The Textract Program
What is it?
The Textract program started out as a generalized text extractor and formatter that could handle a broad range of file types, and put text into an ideal format for creating the searchable data sets that are at the heart of Words Close Together search technology.
Reality check!
After a few months, reality set in:
- There is an untold number of different file layouts.
- Their number is growing.
- Within any one format we found that there are many different ways of achieving the same appearance -- witness the different styles of headings within any collection of web pages.
- Many of the more common file formats are proprietary; suitable documentation of their peculiarities is hard to find.
- Writing text extractors is not rocket science; it's not that hard. But it takes more time than we care to use up.
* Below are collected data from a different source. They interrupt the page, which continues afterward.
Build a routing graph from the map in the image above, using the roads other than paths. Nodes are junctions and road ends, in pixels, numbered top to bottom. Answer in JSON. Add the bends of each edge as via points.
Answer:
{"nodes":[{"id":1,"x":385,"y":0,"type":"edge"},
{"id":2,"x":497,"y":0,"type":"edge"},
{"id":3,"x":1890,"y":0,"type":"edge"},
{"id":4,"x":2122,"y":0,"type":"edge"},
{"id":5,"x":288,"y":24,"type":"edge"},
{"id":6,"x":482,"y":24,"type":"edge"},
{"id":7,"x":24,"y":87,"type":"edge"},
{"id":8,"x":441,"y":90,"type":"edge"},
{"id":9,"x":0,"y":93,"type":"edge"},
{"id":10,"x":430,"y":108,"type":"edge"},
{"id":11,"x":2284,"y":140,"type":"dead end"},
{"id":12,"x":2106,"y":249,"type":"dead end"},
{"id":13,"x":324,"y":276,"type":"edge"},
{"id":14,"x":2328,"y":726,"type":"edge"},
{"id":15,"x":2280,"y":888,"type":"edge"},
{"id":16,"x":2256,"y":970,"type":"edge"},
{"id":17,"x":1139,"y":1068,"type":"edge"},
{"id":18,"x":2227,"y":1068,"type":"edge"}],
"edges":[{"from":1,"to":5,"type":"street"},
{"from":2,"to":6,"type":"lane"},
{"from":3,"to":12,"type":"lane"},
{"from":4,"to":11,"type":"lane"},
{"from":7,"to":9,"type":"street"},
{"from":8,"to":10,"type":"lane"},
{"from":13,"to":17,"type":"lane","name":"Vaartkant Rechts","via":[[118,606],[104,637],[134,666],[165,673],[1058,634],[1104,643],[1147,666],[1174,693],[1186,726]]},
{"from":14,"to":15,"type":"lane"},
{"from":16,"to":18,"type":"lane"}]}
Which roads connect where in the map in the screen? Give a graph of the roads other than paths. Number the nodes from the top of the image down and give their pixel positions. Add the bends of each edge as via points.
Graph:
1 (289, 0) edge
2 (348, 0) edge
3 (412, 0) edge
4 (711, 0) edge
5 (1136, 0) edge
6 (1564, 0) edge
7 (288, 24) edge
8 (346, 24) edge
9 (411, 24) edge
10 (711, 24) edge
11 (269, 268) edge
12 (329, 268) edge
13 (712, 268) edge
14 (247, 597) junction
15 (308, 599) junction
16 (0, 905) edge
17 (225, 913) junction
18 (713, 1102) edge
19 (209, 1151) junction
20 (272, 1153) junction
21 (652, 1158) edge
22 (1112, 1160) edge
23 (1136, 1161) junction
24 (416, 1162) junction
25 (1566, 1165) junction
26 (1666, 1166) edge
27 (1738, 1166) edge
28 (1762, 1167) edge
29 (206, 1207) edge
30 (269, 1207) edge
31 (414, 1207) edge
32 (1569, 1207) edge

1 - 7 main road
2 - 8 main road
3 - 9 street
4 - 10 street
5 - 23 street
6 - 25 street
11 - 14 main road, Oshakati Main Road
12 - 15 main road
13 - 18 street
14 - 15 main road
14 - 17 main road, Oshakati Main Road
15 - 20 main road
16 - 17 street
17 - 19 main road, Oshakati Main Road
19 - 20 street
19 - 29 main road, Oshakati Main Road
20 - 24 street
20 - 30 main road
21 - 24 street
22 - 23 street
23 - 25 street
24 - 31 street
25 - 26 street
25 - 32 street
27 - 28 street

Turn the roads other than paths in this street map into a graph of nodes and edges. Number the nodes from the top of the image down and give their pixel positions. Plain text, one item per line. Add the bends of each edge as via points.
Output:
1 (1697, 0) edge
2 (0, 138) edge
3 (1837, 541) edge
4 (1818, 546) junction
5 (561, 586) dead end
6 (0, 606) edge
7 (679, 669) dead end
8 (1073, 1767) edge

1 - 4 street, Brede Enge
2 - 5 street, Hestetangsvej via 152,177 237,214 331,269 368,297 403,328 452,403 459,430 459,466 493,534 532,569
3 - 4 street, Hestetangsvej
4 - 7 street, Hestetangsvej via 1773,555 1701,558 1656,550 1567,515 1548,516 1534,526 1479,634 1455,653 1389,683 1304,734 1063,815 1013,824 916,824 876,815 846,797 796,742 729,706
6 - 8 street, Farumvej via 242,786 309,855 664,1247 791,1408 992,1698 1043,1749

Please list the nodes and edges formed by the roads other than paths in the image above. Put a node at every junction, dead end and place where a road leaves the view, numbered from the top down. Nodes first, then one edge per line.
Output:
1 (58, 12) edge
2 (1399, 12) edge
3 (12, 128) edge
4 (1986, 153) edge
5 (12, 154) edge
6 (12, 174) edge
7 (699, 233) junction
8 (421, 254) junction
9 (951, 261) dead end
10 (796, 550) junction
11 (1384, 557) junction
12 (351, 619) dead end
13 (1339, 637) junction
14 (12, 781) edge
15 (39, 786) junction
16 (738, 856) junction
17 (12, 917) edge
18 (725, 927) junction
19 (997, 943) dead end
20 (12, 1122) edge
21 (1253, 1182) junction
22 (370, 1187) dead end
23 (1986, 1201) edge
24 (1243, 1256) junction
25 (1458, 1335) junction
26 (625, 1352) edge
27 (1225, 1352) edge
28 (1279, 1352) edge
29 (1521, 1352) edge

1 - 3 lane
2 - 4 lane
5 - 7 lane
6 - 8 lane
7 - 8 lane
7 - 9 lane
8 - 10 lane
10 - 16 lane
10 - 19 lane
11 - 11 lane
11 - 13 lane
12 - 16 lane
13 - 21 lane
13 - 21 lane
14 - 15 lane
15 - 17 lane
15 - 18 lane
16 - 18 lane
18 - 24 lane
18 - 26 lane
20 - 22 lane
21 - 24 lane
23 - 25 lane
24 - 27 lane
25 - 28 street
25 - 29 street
- We can serve best through advancing our specialty which is search.
Outcome: We now know that attempting to develop expertise in text extraction is a distraction from our primary mission.
Textract is useful ..
At the same time, the Textract program makes it trivially simple to set up a wide variety of new content to make it ready or near-ready for indexing and search:
- Straight text can be made searchable within seconds.
- The most commonly used source of all, HTML files (as in web pages), is generally handled quite well.
- Rich Text Format (.RTF) uses a public HTML converter; Textract takes it the rest of the way to indexing-ready text. Most Rich Text Format comes through fairly well.
- Email in DBX and EML formats usually result in good text.
- Early WordPerfect files also yields reasonably consistent text.
- Adobe Acrobat PDF files which are not security protected yield text through a public HTML converter program called by Textract.
- Microsoft Word from versions 1997 through 2003 come out generally quite well, including tables, lists, etc. It is best if headings are reviewed prior to indexing.
- Microsoft Word prior to 1997 seems to have used a variety of formats. Most such files yield reasonable text.
- Microsoft PowerPoint files 1997 through 2003 yield fairly good text, although some slides tend to be repeated. Pre-1997 PowerPoint is okay.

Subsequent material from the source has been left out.